▶ **WORK REQUEST**
From the first entry to the last, copy each one exactly.

▶ **INPUT DATA**

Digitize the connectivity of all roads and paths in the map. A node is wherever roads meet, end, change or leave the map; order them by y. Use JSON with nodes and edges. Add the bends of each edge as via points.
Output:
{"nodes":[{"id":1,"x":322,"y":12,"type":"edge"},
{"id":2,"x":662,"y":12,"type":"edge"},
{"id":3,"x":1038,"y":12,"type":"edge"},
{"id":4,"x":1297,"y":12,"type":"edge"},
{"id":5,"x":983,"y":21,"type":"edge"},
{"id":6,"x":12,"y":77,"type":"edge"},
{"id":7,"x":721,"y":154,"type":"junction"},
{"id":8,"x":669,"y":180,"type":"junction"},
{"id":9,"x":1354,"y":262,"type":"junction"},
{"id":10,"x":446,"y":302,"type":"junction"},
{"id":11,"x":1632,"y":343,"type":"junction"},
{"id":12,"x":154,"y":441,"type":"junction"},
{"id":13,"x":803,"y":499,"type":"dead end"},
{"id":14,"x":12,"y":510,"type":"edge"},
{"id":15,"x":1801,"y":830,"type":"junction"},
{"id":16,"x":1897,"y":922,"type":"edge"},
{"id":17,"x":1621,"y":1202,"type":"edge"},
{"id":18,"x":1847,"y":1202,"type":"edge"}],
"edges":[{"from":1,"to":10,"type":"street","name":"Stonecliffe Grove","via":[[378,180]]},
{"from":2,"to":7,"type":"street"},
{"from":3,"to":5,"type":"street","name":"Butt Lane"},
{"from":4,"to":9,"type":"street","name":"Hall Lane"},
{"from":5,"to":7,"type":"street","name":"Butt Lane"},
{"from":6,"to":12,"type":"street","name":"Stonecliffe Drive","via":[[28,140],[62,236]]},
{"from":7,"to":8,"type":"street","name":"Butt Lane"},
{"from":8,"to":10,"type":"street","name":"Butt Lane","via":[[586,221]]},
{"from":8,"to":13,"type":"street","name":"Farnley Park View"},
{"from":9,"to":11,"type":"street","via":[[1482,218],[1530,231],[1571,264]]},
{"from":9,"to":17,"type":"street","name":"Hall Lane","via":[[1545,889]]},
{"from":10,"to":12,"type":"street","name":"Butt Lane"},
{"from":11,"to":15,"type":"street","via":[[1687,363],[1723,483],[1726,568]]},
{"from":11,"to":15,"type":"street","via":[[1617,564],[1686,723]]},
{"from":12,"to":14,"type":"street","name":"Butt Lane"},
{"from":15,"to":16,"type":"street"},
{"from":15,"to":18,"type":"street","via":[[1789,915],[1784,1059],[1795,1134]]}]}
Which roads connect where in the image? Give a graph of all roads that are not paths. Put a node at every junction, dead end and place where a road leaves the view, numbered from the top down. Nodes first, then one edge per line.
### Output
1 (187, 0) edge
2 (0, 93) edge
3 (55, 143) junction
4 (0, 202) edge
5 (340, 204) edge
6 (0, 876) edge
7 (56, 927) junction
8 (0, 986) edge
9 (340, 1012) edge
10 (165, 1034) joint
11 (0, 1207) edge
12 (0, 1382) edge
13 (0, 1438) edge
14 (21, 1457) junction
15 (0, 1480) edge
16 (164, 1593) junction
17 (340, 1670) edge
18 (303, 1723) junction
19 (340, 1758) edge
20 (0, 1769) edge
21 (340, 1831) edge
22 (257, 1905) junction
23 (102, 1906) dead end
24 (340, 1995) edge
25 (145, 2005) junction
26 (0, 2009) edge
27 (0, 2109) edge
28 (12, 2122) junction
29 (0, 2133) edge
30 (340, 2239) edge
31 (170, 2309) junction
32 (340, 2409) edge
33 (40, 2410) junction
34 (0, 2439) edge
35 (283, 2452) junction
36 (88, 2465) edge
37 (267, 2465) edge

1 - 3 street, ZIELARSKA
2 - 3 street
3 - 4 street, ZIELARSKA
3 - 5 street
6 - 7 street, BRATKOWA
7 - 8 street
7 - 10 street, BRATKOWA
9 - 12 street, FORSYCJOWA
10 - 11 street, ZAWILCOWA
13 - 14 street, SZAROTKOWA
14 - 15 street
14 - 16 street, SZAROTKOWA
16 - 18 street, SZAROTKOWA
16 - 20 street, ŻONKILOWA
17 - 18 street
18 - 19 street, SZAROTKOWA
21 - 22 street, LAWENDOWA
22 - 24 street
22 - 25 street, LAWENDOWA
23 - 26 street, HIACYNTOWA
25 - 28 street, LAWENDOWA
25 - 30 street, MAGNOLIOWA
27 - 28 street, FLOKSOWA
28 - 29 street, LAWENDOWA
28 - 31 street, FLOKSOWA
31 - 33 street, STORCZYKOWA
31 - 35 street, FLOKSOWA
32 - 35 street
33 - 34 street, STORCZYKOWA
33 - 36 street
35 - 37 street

▶ **TASK OUTPUT**
Digitize the connectivity of all roads and paths in the map. A node is wherever roads meet, end, change or leave the map; order them by y. Use JSON with nodes and edges. Add the bends of each edge as via points.
Output:
{"nodes":[{"id":1,"x":322,"y":12,"type":"edge"},
{"id":2,"x":662,"y":12,"type":"edge"},
{"id":3,"x":1038,"y":12,"type":"edge"},
{"id":4,"x":1297,"y":12,"type":"edge"},
{"id":5,"x":983,"y":21,"type":"edge"},
{"id":6,"x":12,"y":77,"type":"edge"},
{"id":7,"x":721,"y":154,"type":"junction"},
{"id":8,"x":669,"y":180,"type":"junction"},
{"id":9,"x":1354,"y":262,"type":"junction"},
{"id":10,"x":446,"y":302,"type":"junction"},
{"id":11,"x":1632,"y":343,"type":"junction"},
{"id":12,"x":154,"y":441,"type":"junction"},
{"id":13,"x":803,"y":499,"type":"dead end"},
{"id":14,"x":12,"y":510,"type":"edge"},
{"id":15,"x":1801,"y":830,"type":"junction"},
{"id":16,"x":1897,"y":922,"type":"edge"},
{"id":17,"x":1621,"y":1202,"type":"edge"},
{"id":18,"x":1847,"y":1202,"type":"edge"}],
"edges":[{"from":1,"to":10,"type":"street","name":"Stonecliffe Grove","via":[[378,180]]},
{"from":2,"to":7,"type":"street"},
{"from":3,"to":5,"type":"street","name":"Butt Lane"},
{"from":4,"to":9,"type":"street","name":"Hall Lane"},
{"from":5,"to":7,"type":"street","name":"Butt Lane"},
{"from":6,"to":12,"type":"street","name":"Stonecliffe Drive","via":[[28,140],[62,236]]},
{"from":7,"to":8,"type":"street","name":"Butt Lane"},
{"from":8,"to":10,"type":"street","name":"Butt Lane","via":[[586,221]]},
{"from":8,"to":13,"type":"street","name":"Farnley Park View"},
{"from":9,"to":11,"type":"street","via":[[1482,218],[1530,231],[1571,264]]},
{"from":9,"to":17,"type":"street","name":"Hall Lane","via":[[1545,889]]},
{"from":10,"to":12,"type":"street","name":"Butt Lane"},
{"from":11,"to":15,"type":"street","via":[[1687,363],[1723,483],[1726,568]]},
{"from":11,"to":15,"type":"street","via":[[1617,564],[1686,723]]},
{"from":12,"to":14,"type":"street","name":"Butt Lane"},
{"from":15,"to":16,"type":"street"},
{"from":15,"to":18,"type":"street","via":[[1789,915],[1784,1059],[1795,1134]]}]}
Which roads connect where in the image? Give a graph of all roads that are not paths. Put a node at every junction, dead end and place where a road leaves the view, numbered from the top down. Nodes first, then one edge per line.
### Output
1 (187, 0) edge
2 (0, 93) edge
3 (55, 143) junction
4 (0, 202) edge
5 (340, 204) edge
6 (0, 876) edge
7 (56, 927) junction
8 (0, 986) edge
9 (340, 1012) edge
10 (165, 1034) joint
11 (0, 1207) edge
12 (0, 1382) edge
13 (0, 1438) edge
14 (21, 1457) junction
15 (0, 1480) edge
16 (164, 1593) junction
17 (340, 1670) edge
18 (303, 1723) junction
19 (340, 1758) edge
20 (0, 1769) edge
21 (340, 1831) edge
22 (257, 1905) junction
23 (102, 1906) dead end
24 (340, 1995) edge
25 (145, 2005) junction
26 (0, 2009) edge
27 (0, 2109) edge
28 (12, 2122) junction
29 (0, 2133) edge
30 (340, 2239) edge
31 (170, 2309) junction
32 (340, 2409) edge
33 (40, 2410) junction
34 (0, 2439) edge
35 (283, 2452) junction
36 (88, 2465) edge
37 (267, 2465) edge

1 - 3 street, ZIELARSKA
2 - 3 street
3 - 4 street, ZIELARSKA
3 - 5 street
6 - 7 street, BRATKOWA
7 - 8 street
7 - 10 street, BRATKOWA
9 - 12 street, FORSYCJOWA
10 - 11 street, ZAWILCOWA
13 - 14 street, SZAROTKOWA
14 - 15 street
14 - 16 street, SZAROTKOWA
16 - 18 street, SZAROTKOWA
16 - 20 street, ŻONKILOWA
17 - 18 street
18 - 19 street, SZAROTKOWA
21 - 22 street, LAWENDOWA
22 - 24 street
22 - 25 street, LAWENDOWA
23 - 26 street, HIACYNTOWA
25 - 28 street, LAWENDOWA
25 - 30 street, MAGNOLIOWA
27 - 28 street, FLOKSOWA
28 - 29 street, LAWENDOWA
28 - 31 street, FLOKSOWA
31 - 33 street, STORCZYKOWA
31 - 35 street, FLOKSOWA
32 - 35 street
33 - 34 street, STORCZYKOWA
33 - 36 street
35 - 37 street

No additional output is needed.